Segment Open

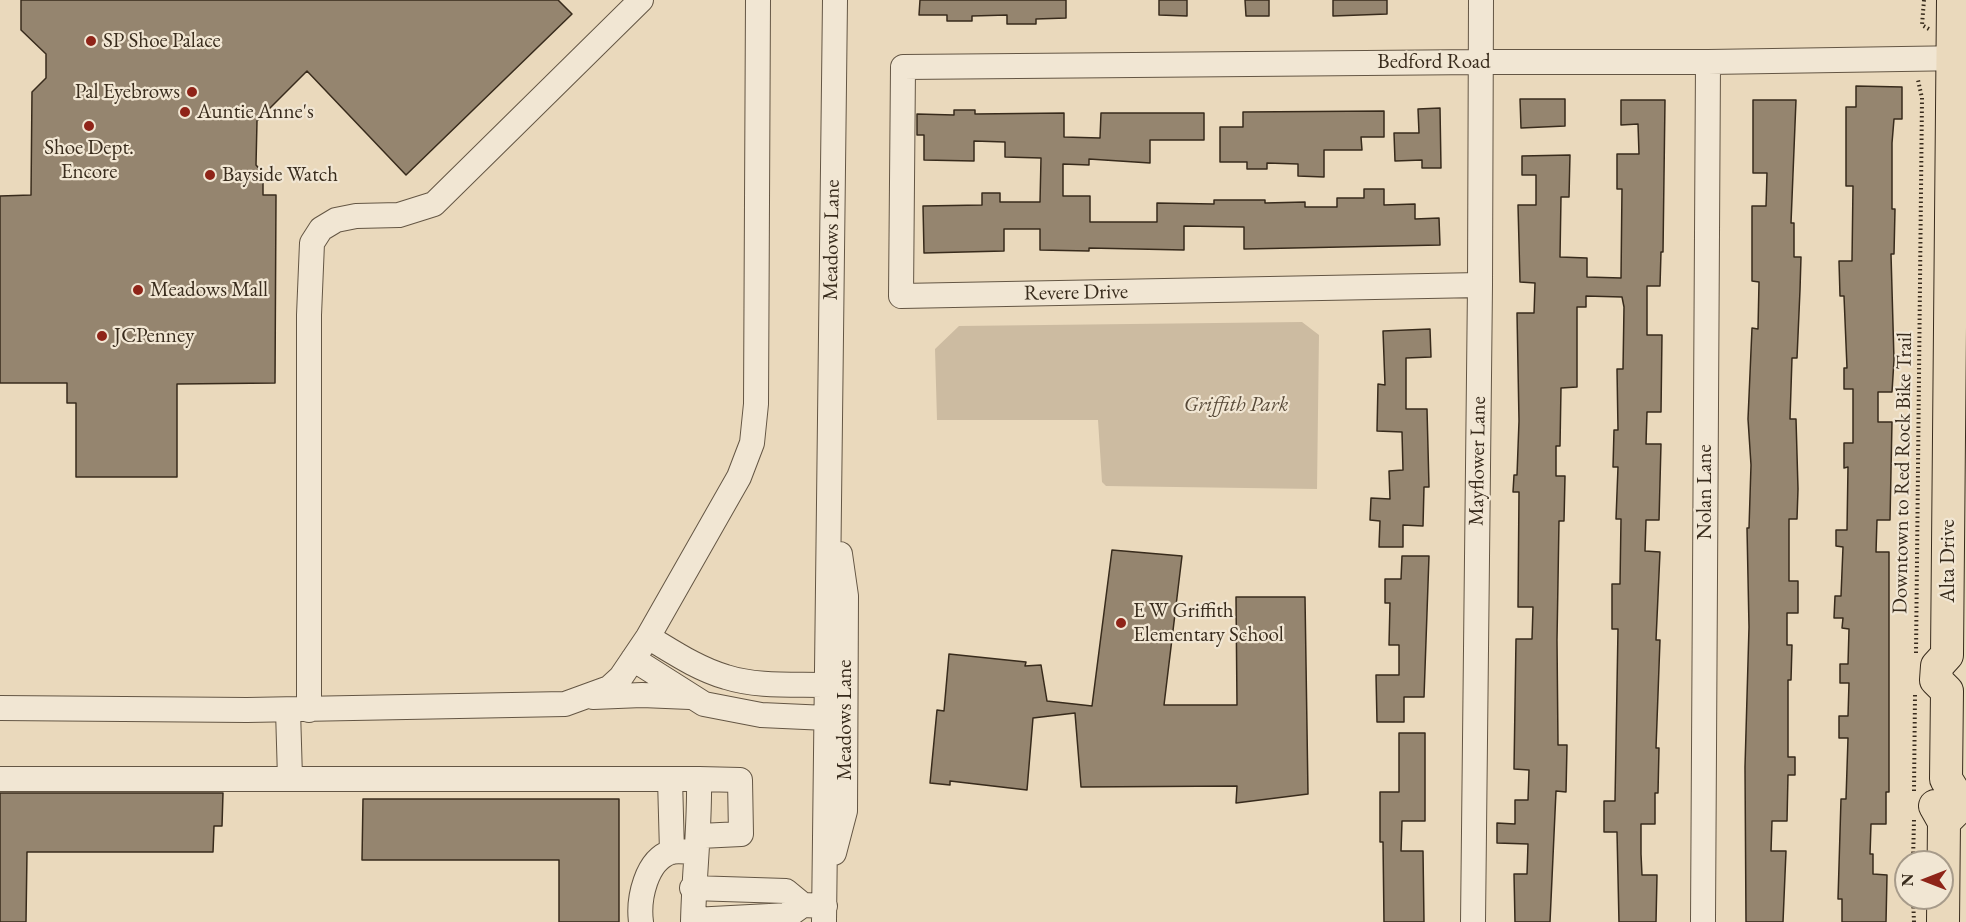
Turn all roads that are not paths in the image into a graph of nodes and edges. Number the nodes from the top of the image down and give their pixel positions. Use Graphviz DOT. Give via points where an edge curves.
graph roads {
  1 [pos="641,0"];
  2 [pos="758,0"];
  3 [pos="835,0"];
  4 [pos="1481,0"];
  5 [pos="1953,0"];
  6 [pos="1959,58"];
  7 [pos="1480,62"];
  8 [pos="1708,62"];
  9 [pos="903,68"];
  10 [pos="1480,285"];
  11 [pos="829,480"];
  12 [pos="648,637"];
  13 [pos="633,659"];
  14 [pos="827,686"];
  15 [pos="691,697"];
  16 [pos="588,698"];
  17 [pos="0,708"];
  18 [pos="298,710"];
  19 [pos="827,718"];
  20 [pos="290,778"];
  21 [pos="0,779"];
  22 [pos="670,779"];
  23 [pos="699,779"];
  24 [pos="689,846"];
  25 [pos="692,888"];
  26 [pos="819,905"];
  27 [pos="693,921"];
  28 [pos="641,922"];
  29 [pos="1473,922"];
  30 [pos="1703,922"];
  31 [pos="1943,922"];
  1 -- 18 [label="street" via="434,204 399,215 336,220 321,229 312,243"];
  2 -- 12 [label="street" via="754,429 739,477"];
  3 -- 11 [label="street, Meadows Lane"];
  4 -- 7 [label="street, Mayflower Lane"];
  5 -- 6 [label="main road, Alta Drive"];
  6 -- 8 [label="street, Bedford Road"];
  6 -- 31 [label="main road, Alta Drive" via="1947,655 1958,666 1958,681 1947,691 1946,779 1956,795 1956,810 1944,822"];
  7 -- 8 [label="street, Bedford Road"];
  7 -- 9 [label="street, Bedford Road"];
  7 -- 10 [label="street, Mayflower Lane"];
  8 -- 30 [label="street, Nolan Lane"];
  9 -- 10 [label="street, Revere Drive" via="901,296"];
  10 -- 29 [label="street, Mayflower Lane"];
  11 -- 14 [label="street, Meadows Lane"];
  11 -- 26 [label="street, Meadows Lane" via="846,596 845,811"];
  12 -- 13 [label="street"];
  12 -- 14 [label="street" via="687,661 726,677"];
  13 -- 15 [label="street"];
  13 -- 16 [label="street" via="609,688"];
  14 -- 19 [label="street, Meadows Lane"];
  15 -- 16 [label="street"];
  15 -- 19 [label="street" via="731,711"];
  16 -- 18 [label="street" via="565,704"];
  17 -- 18 [label="street"];
  18 -- 20 [label="street"];
  19 -- 26 [label="street, Meadows Lane"];
  20 -- 21 [label="street"];
  20 -- 22 [label="street"];
  22 -- 23 [label="street"];
  22 -- 24 [label="street"];
  23 -- 24 [label="street"];
  23 -- 24 [label="street" via="740,780 741,834"];
  24 -- 25 [label="street"];
  24 -- 28 [label="street" via="655,861 644,885"];
  25 -- 26 [label="street" via="786,891"];
  25 -- 27 [label="street"];
  26 -- 27 [label="street" via="789,915"];
}
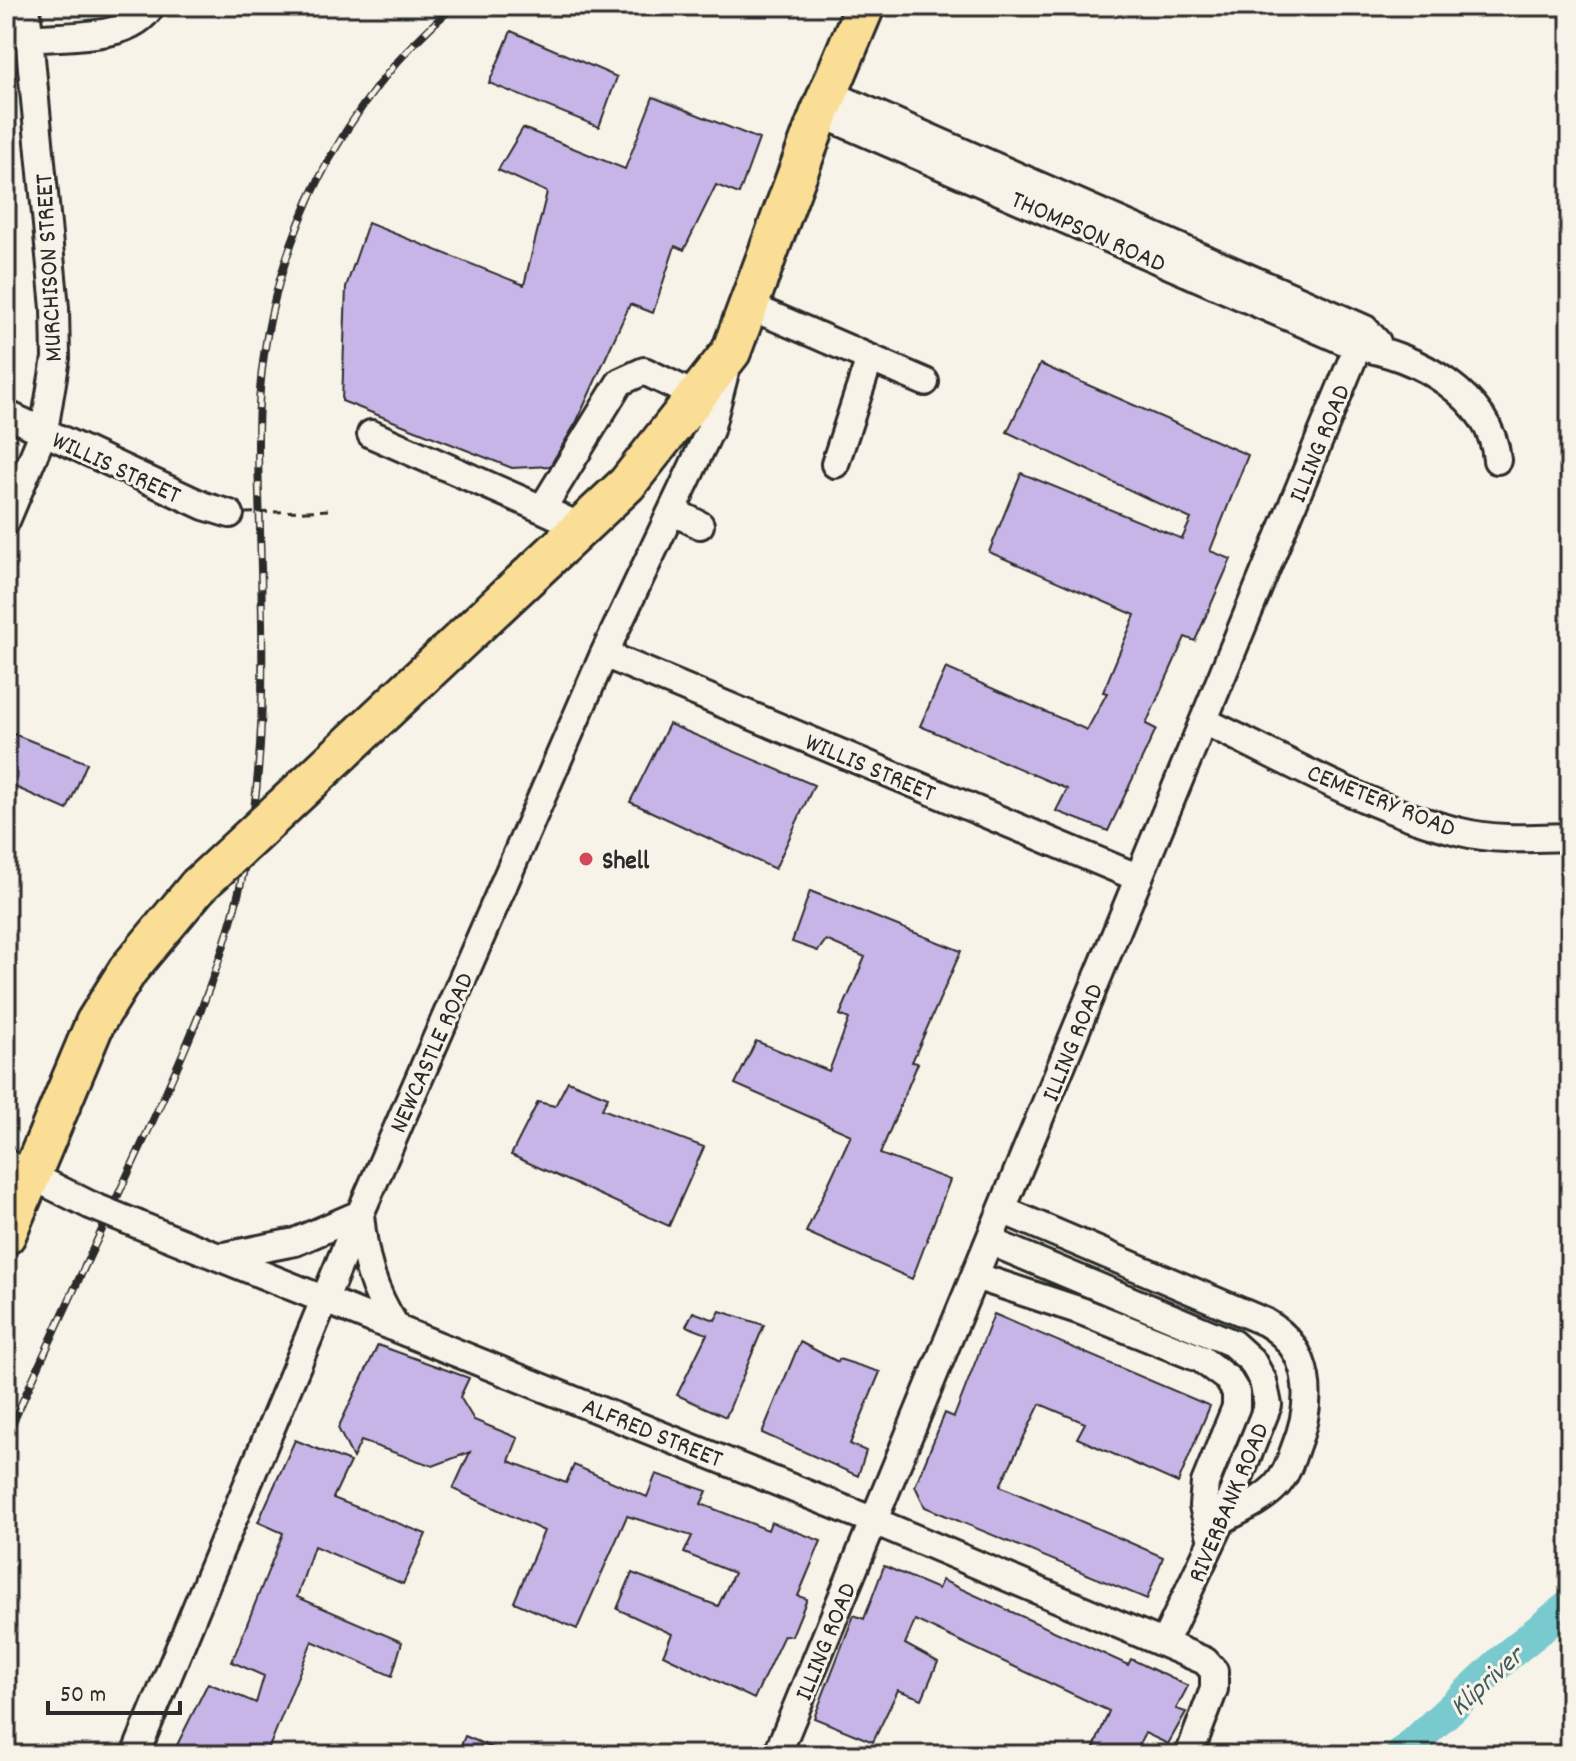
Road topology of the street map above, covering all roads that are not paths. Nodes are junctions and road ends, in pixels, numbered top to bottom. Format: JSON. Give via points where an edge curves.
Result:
{"nodes":[{"id":1,"x":26,"y":6,"type":"edge"},
{"id":2,"x":151,"y":6,"type":"edge"},
{"id":3,"x":865,"y":6,"type":"edge"},
{"id":4,"x":29,"y":39,"type":"junction"},
{"id":5,"x":824,"y":103,"type":"junction"},
{"id":6,"x":747,"y":305,"type":"junction"},
{"id":7,"x":1369,"y":342,"type":"junction"},
{"id":8,"x":731,"y":352,"type":"junction"},
{"id":9,"x":870,"y":358,"type":"junction"},
{"id":10,"x":925,"y":382,"type":"dead end"},
{"id":11,"x":696,"y":396,"type":"junction"},
{"id":12,"x":6,"y":414,"type":"edge"},
{"id":13,"x":44,"y":431,"type":"junction"},
{"id":14,"x":371,"y":434,"type":"dead end"},
{"id":15,"x":1497,"y":460,"type":"dead end"},
{"id":16,"x":835,"y":464,"type":"dead end"},
{"id":17,"x":542,"y":509,"type":"junction"},
{"id":18,"x":674,"y":512,"type":"junction"},
{"id":19,"x":238,"y":514,"type":"road end"},
{"id":20,"x":6,"y":521,"type":"edge"},
{"id":21,"x":700,"y":525,"type":"dead end"},
{"id":22,"x":581,"y":527,"type":"junction"},
{"id":23,"x":604,"y":654,"type":"junction"},
{"id":24,"x":1204,"y":721,"type":"junction"},
{"id":25,"x":1570,"y":837,"type":"edge"},
{"id":26,"x":1139,"y":878,"type":"junction"},
{"id":27,"x":18,"y":1168,"type":"edge"},
{"id":28,"x":1002,"y":1210,"type":"junction"},
{"id":29,"x":360,"y":1214,"type":"junction"},
{"id":30,"x":6,"y":1235,"type":"edge"},
{"id":31,"x":989,"y":1241,"type":"junction"},
{"id":32,"x":219,"y":1257,"type":"junction"},
{"id":33,"x":975,"y":1276,"type":"junction"},
{"id":34,"x":324,"y":1298,"type":"junction"},
{"id":35,"x":396,"y":1327,"type":"junction"},
{"id":36,"x":874,"y":1521,"type":"junction"},
{"id":37,"x":1217,"y":1531,"type":"junction"},
{"id":38,"x":1165,"y":1641,"type":"junction"},
{"id":39,"x":135,"y":1755,"type":"edge"},
{"id":40,"x":777,"y":1755,"type":"edge"},
{"id":41,"x":1189,"y":1755,"type":"edge"}],
"edges":[{"from":1,"to":4,"type":"street","name":"MURCHISON STREET"},
{"from":2,"to":4,"type":"street","via":[[140,20],[124,27]]},
{"from":3,"to":5,"type":"highway"},
{"from":4,"to":13,"type":"street","name":"MURCHISON STREET","via":[[55,308],[56,358]]},
{"from":5,"to":6,"type":"highway"},
{"from":5,"to":7,"type":"street","name":"THOMPSON ROAD"},
{"from":6,"to":8,"type":"highway"},
{"from":6,"to":9,"type":"street"},
{"from":7,"to":15,"type":"street","name":"THOMPSON ROAD","via":[[1420,368],[1473,405],[1496,441]]},
{"from":7,"to":24,"type":"street","name":"ILLING ROAD"},
{"from":8,"to":11,"type":"highway"},
{"from":8,"to":18,"type":"street","name":"NEWCASTLE ROAD","via":[[710,430]]},
{"from":9,"to":10,"type":"street"},
{"from":9,"to":16,"type":"street"},
{"from":11,"to":17,"type":"street","via":[[644,371],[620,382]]},
{"from":11,"to":22,"type":"highway","via":[[651,458]]},
{"from":12,"to":13,"type":"street","name":"WILLIS STREET"},
{"from":13,"to":19,"type":"street","name":"WILLIS STREET","via":[[204,506]]},
{"from":13,"to":20,"type":"street","name":"MURCHISON STREET"},
{"from":14,"to":17,"type":"street"},
{"from":17,"to":22,"type":"street"},
{"from":18,"to":21,"type":"street"},
{"from":18,"to":23,"type":"street","name":"NEWCASTLE ROAD"},
{"from":22,"to":27,"type":"highway","bridge":true,"via":[[198,886],[128,970]]},
{"from":23,"to":26,"type":"street","name":"WILLIS STREET"},
{"from":23,"to":29,"type":"street","name":"NEWCASTLE ROAD"},
{"from":24,"to":25,"type":"street","name":"CEMETERY ROAD","via":[[1366,798],[1462,832],[1508,839]]},
{"from":24,"to":26,"type":"street","name":"ILLING ROAD"},
{"from":26,"to":28,"type":"street","name":"ILLING ROAD"},
{"from":27,"to":30,"type":"highway"},
{"from":27,"to":32,"type":"street","name":"ALFRED STREET","bridge":true,"via":[[90,1205]]},
{"from":28,"to":31,"type":"street","name":"ILLING ROAD"},
{"from":28,"to":37,"type":"street","via":[[1265,1322],[1283,1332],[1296,1349],[1309,1397],[1286,1472],[1262,1498]]},
{"from":29,"to":32,"type":"street","via":[[295,1242]]},
{"from":29,"to":34,"type":"street","name":"NEWCASTLE ROAD"},
{"from":29,"to":35,"type":"street","via":[[365,1262]]},
{"from":31,"to":33,"type":"street","name":"ILLING ROAD"},
{"from":31,"to":37,"type":"street","name":"RIVERBANK ROAD","via":[[1232,1343],[1252,1361],[1268,1405]]},
{"from":32,"to":34,"type":"street","name":"ALFRED STREET"},
{"from":33,"to":36,"type":"street","name":"ILLING ROAD"},
{"from":33,"to":37,"type":"street","via":[[1201,1359],[1228,1379],[1236,1392],[1236,1407],[1203,1493]]},
{"from":34,"to":35,"type":"street","name":"ALFRED STREET"},
{"from":34,"to":39,"type":"street","name":"NEWCASTLE ROAD"},
{"from":35,"to":36,"type":"street","name":"ALFRED STREET"},
{"from":36,"to":38,"type":"street","name":"ALFRED STREET"},
{"from":36,"to":40,"type":"street","name":"ILLING ROAD"},
{"from":37,"to":38,"type":"street","name":"RIVERBANK ROAD"},
{"from":38,"to":41,"type":"street","via":[[1214,1671],[1214,1689]]}]}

Segment Closed

→ **Task item**
Lines of the listing above that hold the string "bridge" should each be copied.

→ **Response to the task**
{"from":22,"to":27,"type":"highway","bridge":true,"via":[[198,886],[128,970]]},
{"from":27,"to":32,"type":"street","name":"ALFRED STREET","bridge":true,"via":[[90,1205]]},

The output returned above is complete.